Collaborative sessions
With live collaborative sessions between multiple people, you can build a collaborative world map, making it faster for you to develop AR experiences and for users to get into shared AR experiences like multiplayer games.
AR Face Geometry
This is a class within the ARKit that provides a general model for the detailed topology of a face in the form of a 3D mesh appropriate for use with various rendering technologies or for exporting 3D assets.
When you obtain a face geometry from an ARFaceAnchor object in a face-tracking AR session, the model conforms to match the dimensions, shape, and current expression of the detected face.
You can also create a face mesh using a dictionary of named blend shape coefficients, which provides a detailed, but more efficient description of the face’s current expression. In an AR session, you can use this model as the basis for overlaying content that follows the shape of the user’s face—for example, to apply virtual makeup or tattoos.
You can also use this model to create occlusion geometry, which hides other virtual content behind the 3D shape of the detected face in the camera image.
The possibilities for Devs
Imagine you are at a significant corporate event with colleagues from different offices getting together. You want to use this occasion to personally meet a colleague with whom you have been exchanging emails while working on the same project, but how can you find that single individual amongst over two hundred people?
To make matters more complicated, that person might be dressed up more than usual and look a little different from normal.
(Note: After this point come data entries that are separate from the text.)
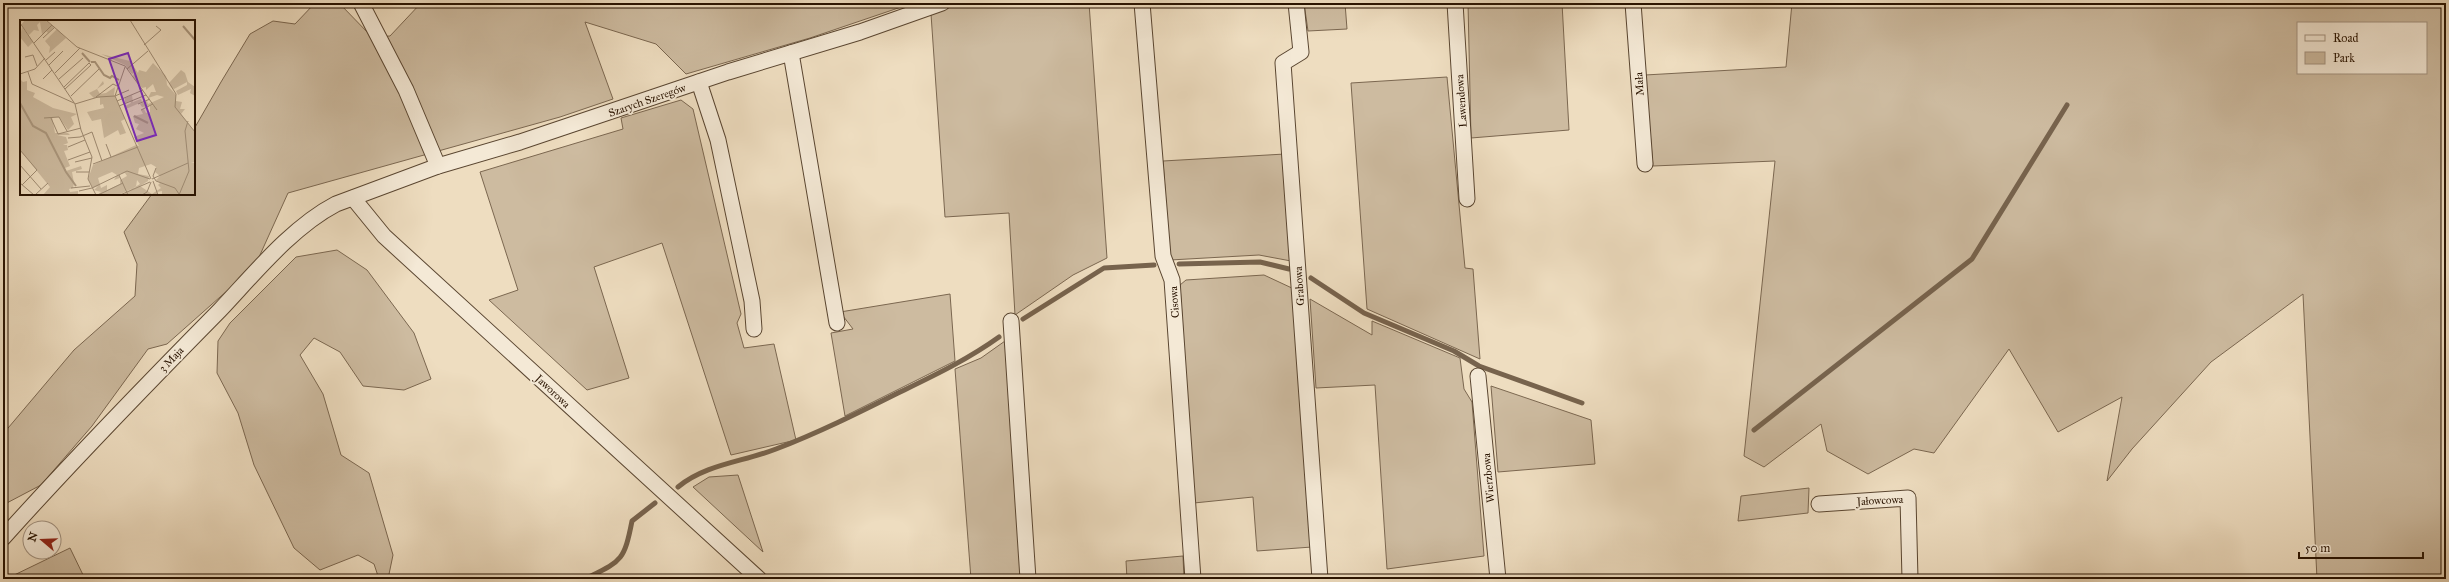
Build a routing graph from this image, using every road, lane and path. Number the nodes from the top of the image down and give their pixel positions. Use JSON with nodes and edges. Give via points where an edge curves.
{"nodes":[{"id":1,"x":361,"y":3,"type":"edge"},
{"id":2,"x":942,"y":3,"type":"edge"},
{"id":3,"x":1142,"y":3,"type":"edge"},
{"id":4,"x":1296,"y":3,"type":"edge"},
{"id":5,"x":1455,"y":3,"type":"edge"},
{"id":6,"x":1633,"y":3,"type":"edge"},
{"id":7,"x":791,"y":53,"type":"junction"},
{"id":8,"x":699,"y":82,"type":"junction"},
{"id":9,"x":1645,"y":164,"type":"dead end"},
{"id":10,"x":438,"y":166,"type":"junction"},
{"id":11,"x":353,"y":198,"type":"junction"},
{"id":12,"x":1467,"y":198,"type":"dead end"},
{"id":13,"x":1011,"y":321,"type":"dead end"},
{"id":14,"x":837,"y":323,"type":"dead end"},
{"id":15,"x":754,"y":329,"type":"dead end"},
{"id":16,"x":1478,"y":376,"type":"dead end"},
{"id":17,"x":1819,"y":504,"type":"dead end"},
{"id":18,"x":3,"y":538,"type":"edge"},
{"id":19,"x":759,"y":579,"type":"edge"},
{"id":20,"x":1028,"y":579,"type":"edge"},
{"id":21,"x":1193,"y":579,"type":"edge"},
{"id":22,"x":1320,"y":579,"type":"edge"},
{"id":23,"x":1498,"y":579,"type":"edge"},
{"id":24,"x":1910,"y":579,"type":"edge"}],
"edges":[{"from":1,"to":10,"type":"street","via":[[406,90]]},
{"from":2,"to":7,"type":"street","name":"Szarych Szeregów"},
{"from":3,"to":21,"type":"street","name":"Cisowa","via":[[1163,256],[1172,280]]},
{"from":4,"to":22,"type":"street","name":"Grabowa","via":[[1301,52],[1283,62]]},
{"from":5,"to":12,"type":"street","name":"Lawendowa"},
{"from":6,"to":9,"type":"street","name":"Mała"},
{"from":7,"to":8,"type":"street","name":"Szarych Szeregów"},
{"from":7,"to":14,"type":"street"},
{"from":8,"to":10,"type":"street","name":"Szarych Szeregów","via":[[520,142]]},
{"from":8,"to":15,"type":"street","via":[[718,140],[752,301]]},
{"from":10,"to":11,"type":"street","name":"Szarych Szeregów"},
{"from":11,"to":18,"type":"street","name":"3 Maja","via":[[320,212],[305,224],[82,451]]},
{"from":11,"to":19,"type":"street","name":"Jaworowa","via":[[384,236]]},
{"from":13,"to":20,"type":"street"},
{"from":16,"to":23,"type":"street","name":"Wierzbowa"},
{"from":17,"to":24,"type":"street","name":"Jałowcowa","via":[[1908,498]]}]}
Or take a scenario where you are trying to validate guests that are actually invited to an event from those that are just crashing one. Or better yet, how about making sure that a speaker is always in focus when they are moving all over the place.
All these are instances where good facial tracking and recognition would make a world of difference. But we are not talking about just being able to recognize those around you – which is a plus – the technology can be used from the game industry to security to entertainment.
Conclusion: why is ARKit 3.0 worth trying?
The kind of business that can benefit from facial recognition is one that involves people, be it in terms of security, entertainment, or just social interactions. This basically means every business you can think of.
While the current uses of facial recognition seem to be championed by governments, large businesses, or tech startups, there’s no reason why your business can’t benefit from it. Just the use of ID verification alone would improve security for any business establishment.
The possibilities are truly endless when we combine a little bit of creative thinking:
- greeting and identifying customers in a hotel, locating your friend in a sea of people,
- finding people with similar faces (maybe to be used as actors),
- detecting personalities for job interviews (again, we’re just letting the imagination run wild here; there may not be anything substantial in such a study),
- customizing banking experience when a high-value client walks in..
There are many ways to use facial recognition to expand the scope and user experience of your business.
Pretty soon, facial recognition will become so widespread and so common that we won’t even notice it. The underlying technology has been nearly perfected, but in the real world, it’s not just about detecting faces—it’s about what we can do with that ability.